In a Calcutta case3, the accused was on trial on a charge of giving false evidence by denying a statement that certain documents were forged. The prosecution case (that the documents were really false) was based upon the assertion that the cartridge papers bearing a particular water mark (on which they were written) were not in existence on the 20th April, 1909, the date on which the documents purported to have been executed. To prove this, the prosecution called an employee of the Office of the Controller of Stamps and Stationery who gave evidence to that effect.
He based his knowledge of the fact not on his experience at that time (because he was not employed in the particular office until 1925), nor on his subsequent experience, but on an entry in an unpublished record of the Government which, he stated, showed the date on which cartridge papers bearing the particular water mark were issued, and the period for which they were in use. The witness claimed privilege as to the particular date and the period, as being a State secret, and was not prepared to let the Judges or the lawyers see the entry. The court held that such evidence was inadmissible, because
(i) it was not expert evidence, the evidence merely consisting of a statement that if a certain proposition were true, then the document was not in existence in 1909;
(ii) the witness was making a very plain inference from an entry of which no evidence was to be taken.
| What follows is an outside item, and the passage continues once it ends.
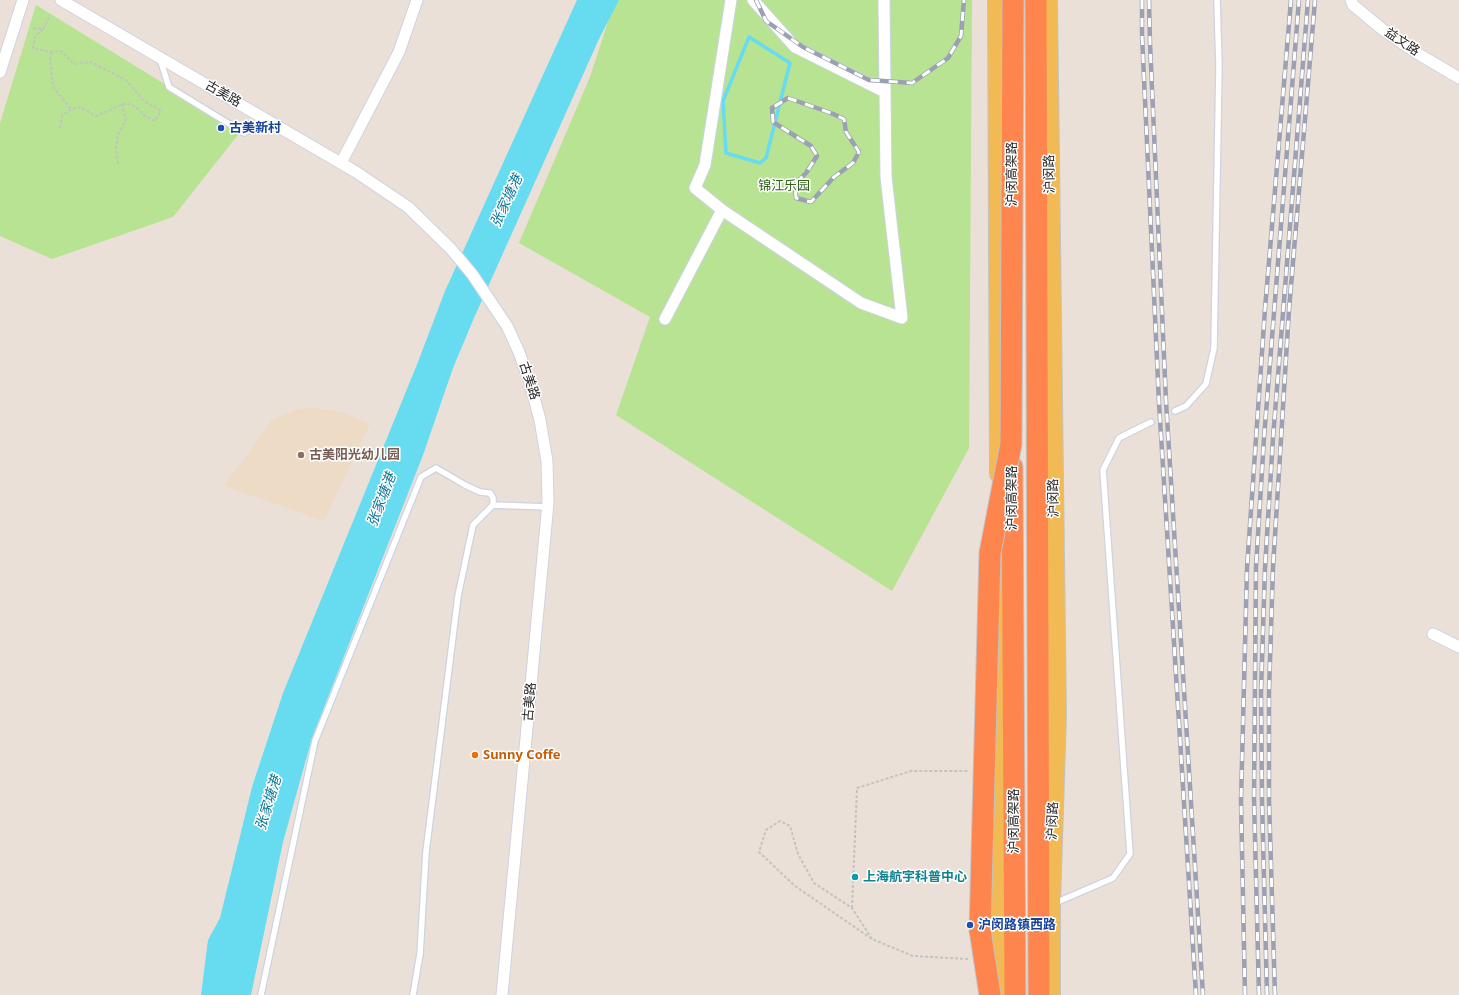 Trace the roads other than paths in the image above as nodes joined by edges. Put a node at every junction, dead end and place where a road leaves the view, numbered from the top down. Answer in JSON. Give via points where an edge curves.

The court did not consider it necessary to decide whether secondary evidence could in such a case be given of the entry. But the court made the following observations:-
"There is room for the view that in some cases where a witness is not compellable to produce a document, the party who can get other secondary evidence can give secondary evidence of it. On the other hand, it would seem only commonsense to say that section 123 would prevent any person from giving secondary evidence of a document in a case such as the present."
This case was followed in a later Calcutta case4 where the evidence of one S.K. Chatterjee, a Superintendent of the Office of the Deputy Controller, Stamp and Stationery, Calcutta, given in support of a written report of that office, to the effect that a certain demi-paper bearing the water mark M.D. constituting the second page of a Will was not in existence on a particular date, was held inadmissible. The reason was, that the evidence was given by reference to the "confidential register" which was not produced before the Court. The question whether such evidence could be treated as secondary evidence, and if so, whether secondary evidence of a State secret given by a Government witness was admissible, was only indirectly touched in this case. The Court made these observa tions:-
"As the evidence of Shri S.K. Chatterjee is based upon unpublished and privileged Government records, that evidence is not admissible, as has been laid down in the case reported5 in 36 CWN 514 and we respectfully agree with the decision".
The correctness of this view was assailed before the Supreme Court in re: John Francis Souza v. Ernest Ben to Souza, Civil Appeal No. 470 of 1960 decided 26-3-1962, but the Court did not decide this question and left it open.
1. Para. 1 and footnote thereto.
2. As to decisions on the value of reports of Chemical Examiner, see App II.
3. Emperor v. Jaffarul Hossain (Rankin C.J. C.C. Ghose J. agreeing), ILR 59 Cal 1046 (1050): (1931-32) 36 CWN 514 (517).
4. E.B. Souza v. J.F. Souza, AIR 1958 Cal 440 (443) (DB).
5. See para 4, supra-Emp. v. Jaffarul Hossam.